I write this sitting here with sore arms and legs from a long week of gardening. When Matthew was over he used the electric hedge trimmer to shape all my topiary bushes. Something about this act or perhaps the warm weather signaled for these bushes to grow. Within days there were branches sticking out in all directions. Anyone who knows me knows that I can’t tolerate that. Problem was, I was tired and I didn’t really want to take the time to shape the bushes again.
I told myself that with a few well place cuts with my hand trimmer, I could restore order in a short time. I went down one row and back up the other. I worked quickly and almost angrily to tighten up the bushes that seemed to be growing in front of my eyes. It is hard work and I just didn’t have it in me at the end of a long afternoon of gardening. What happened was truly a poor effort. The next day as I sat observing the garden my eyes were drawn to tufts of branches, pockets where I had shorn too low, and a strange unevenness which was challenging the shrub’s roundish shape.
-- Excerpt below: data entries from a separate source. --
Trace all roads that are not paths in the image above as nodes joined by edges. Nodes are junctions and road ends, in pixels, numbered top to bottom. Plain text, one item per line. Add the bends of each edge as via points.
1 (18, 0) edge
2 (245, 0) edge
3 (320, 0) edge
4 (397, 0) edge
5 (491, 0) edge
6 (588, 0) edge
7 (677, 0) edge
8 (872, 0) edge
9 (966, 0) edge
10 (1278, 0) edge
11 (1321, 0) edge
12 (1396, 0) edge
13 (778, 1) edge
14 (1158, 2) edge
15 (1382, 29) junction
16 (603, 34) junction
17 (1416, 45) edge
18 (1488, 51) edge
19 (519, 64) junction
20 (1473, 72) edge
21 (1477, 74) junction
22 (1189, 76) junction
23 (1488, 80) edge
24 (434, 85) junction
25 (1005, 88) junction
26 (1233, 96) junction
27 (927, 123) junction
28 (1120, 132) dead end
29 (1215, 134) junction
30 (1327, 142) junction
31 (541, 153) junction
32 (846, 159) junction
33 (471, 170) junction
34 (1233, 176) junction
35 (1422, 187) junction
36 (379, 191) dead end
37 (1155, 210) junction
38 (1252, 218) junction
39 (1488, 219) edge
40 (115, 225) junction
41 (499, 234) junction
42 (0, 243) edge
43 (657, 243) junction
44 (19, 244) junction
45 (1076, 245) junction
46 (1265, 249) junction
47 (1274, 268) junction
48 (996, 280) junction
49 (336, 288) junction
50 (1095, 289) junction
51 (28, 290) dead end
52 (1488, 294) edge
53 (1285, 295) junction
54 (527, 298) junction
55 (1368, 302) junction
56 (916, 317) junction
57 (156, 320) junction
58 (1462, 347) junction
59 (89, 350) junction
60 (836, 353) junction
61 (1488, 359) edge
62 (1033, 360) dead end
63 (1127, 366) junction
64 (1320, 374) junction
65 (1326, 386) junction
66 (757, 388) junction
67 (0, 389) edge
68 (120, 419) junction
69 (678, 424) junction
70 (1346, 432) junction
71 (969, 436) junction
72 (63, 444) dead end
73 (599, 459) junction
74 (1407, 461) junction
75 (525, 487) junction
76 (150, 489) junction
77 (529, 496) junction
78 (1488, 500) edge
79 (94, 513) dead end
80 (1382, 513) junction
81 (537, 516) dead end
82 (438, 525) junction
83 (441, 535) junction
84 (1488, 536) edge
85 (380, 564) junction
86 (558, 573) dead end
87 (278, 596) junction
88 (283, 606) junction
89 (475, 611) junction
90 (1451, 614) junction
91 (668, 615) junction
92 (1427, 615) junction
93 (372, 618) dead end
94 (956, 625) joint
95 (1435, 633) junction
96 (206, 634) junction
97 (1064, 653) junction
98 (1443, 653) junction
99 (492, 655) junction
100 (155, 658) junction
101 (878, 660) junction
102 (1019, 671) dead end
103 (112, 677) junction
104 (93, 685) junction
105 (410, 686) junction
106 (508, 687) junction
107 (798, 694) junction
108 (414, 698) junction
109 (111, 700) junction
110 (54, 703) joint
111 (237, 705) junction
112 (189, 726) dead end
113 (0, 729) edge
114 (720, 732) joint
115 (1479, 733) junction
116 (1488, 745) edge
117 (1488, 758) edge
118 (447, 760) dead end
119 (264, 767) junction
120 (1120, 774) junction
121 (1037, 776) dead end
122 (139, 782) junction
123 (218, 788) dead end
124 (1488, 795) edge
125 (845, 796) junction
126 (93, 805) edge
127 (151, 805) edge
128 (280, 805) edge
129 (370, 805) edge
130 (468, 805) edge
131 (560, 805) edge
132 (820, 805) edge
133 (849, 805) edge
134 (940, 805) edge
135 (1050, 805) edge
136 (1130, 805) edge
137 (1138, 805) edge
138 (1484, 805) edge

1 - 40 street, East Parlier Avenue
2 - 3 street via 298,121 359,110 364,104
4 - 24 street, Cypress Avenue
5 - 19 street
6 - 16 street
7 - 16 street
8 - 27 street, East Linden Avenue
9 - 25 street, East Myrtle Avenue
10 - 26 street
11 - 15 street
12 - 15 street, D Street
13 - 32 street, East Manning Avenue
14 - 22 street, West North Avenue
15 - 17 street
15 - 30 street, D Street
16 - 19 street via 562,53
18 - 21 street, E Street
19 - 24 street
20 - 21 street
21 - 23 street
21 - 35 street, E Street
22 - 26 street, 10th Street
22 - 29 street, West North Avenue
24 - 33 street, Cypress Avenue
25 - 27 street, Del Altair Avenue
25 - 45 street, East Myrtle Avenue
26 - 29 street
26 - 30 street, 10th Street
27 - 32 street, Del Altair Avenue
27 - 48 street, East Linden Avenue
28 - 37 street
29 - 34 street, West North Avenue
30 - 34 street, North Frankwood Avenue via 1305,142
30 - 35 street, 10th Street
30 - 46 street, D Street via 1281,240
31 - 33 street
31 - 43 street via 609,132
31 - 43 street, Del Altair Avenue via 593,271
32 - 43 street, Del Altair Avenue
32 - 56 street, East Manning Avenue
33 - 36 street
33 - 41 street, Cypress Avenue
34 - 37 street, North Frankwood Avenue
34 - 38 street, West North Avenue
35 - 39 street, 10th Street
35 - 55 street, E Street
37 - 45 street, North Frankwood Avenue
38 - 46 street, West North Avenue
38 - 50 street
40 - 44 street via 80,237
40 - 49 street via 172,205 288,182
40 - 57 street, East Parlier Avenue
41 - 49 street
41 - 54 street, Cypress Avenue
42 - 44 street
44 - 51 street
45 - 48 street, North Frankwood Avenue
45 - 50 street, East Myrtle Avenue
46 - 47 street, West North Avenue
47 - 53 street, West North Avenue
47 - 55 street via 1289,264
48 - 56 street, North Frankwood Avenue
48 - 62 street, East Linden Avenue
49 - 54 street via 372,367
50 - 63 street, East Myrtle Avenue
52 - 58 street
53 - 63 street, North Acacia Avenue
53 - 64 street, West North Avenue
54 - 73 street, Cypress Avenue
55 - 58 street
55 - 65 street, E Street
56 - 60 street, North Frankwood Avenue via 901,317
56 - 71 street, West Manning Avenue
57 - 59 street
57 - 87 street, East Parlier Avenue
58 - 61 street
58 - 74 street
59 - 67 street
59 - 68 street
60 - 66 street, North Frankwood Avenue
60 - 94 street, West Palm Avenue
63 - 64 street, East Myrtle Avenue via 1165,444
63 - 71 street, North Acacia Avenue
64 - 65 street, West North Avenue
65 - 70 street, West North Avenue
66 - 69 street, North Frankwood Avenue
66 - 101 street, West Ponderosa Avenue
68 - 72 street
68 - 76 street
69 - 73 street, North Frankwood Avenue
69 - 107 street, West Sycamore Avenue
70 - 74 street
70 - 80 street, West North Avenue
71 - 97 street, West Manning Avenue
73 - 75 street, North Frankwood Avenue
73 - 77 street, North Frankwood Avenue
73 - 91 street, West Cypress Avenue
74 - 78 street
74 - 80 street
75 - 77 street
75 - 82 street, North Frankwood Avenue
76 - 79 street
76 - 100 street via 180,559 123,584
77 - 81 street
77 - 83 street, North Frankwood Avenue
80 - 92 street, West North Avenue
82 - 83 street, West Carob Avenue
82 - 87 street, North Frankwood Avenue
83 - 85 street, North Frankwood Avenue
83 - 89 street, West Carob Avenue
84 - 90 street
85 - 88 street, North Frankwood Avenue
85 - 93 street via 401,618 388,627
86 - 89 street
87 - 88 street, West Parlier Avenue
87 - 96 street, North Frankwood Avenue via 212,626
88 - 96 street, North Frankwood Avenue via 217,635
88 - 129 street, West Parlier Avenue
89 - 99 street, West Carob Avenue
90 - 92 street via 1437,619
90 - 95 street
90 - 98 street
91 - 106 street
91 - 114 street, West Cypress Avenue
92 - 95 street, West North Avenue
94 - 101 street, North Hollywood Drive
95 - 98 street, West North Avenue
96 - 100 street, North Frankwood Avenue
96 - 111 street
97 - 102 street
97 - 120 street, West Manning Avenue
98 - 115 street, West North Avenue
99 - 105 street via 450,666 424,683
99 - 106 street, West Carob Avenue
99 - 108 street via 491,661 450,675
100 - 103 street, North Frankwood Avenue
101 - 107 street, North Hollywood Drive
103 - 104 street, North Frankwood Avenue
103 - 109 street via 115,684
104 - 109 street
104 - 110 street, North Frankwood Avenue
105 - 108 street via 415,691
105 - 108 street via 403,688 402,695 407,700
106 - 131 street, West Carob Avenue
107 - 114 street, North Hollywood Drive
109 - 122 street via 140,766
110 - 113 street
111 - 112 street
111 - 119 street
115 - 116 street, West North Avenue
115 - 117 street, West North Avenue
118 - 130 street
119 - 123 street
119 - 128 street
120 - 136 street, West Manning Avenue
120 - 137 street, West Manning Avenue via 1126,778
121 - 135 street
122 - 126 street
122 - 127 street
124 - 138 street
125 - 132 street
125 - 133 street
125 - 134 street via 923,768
Simply put, I had given a bad haircut much in the same way I imagine tired mothers clipped their son’s hair after a long day.
I remember when I was in elementary school, every now and again a male classmate would come in completely buzzed or worse after an at-home hair cut . Uneven bangs, bald spots, and bowl cuts were the telltale signs of butchering at home. I realized this was exactly what I had done to my poor shrubs.
Lined up the way they are, they reminded me of a row of boys that would sit a pew ahead of us at church. I remember the family as very well dressed with 3 sons in descending ages by about two years. What made this family interesting was that they were always dressed up for church and the boys all looked like clones of their father. I used to feel badly for the mom as it appeared she was surrounded by males and none of them carried her genetic material. I imagined her as praying desperately for a daughter or a least a piece of a child.
One Sunday the boys filtered into the pew ahead of us and were clearly showing the signs of a very recent butchering. Bald spots, ears that seemed enormous, and in one case what appeared to be an abrasion from the clippers on the oldest boy’s neck. Now I will never be sure who did it, but I like to imagine that the tired and weary mom did this as an act of revenge for their maleness and rejection of her DNA.
On Sunday, I made myself go back over the bushes once again with my hand trimmers. This time, I took care over the shaping of each one and worked to even out my earlier mess. The results are much better. My bushes it seems have forgiven me.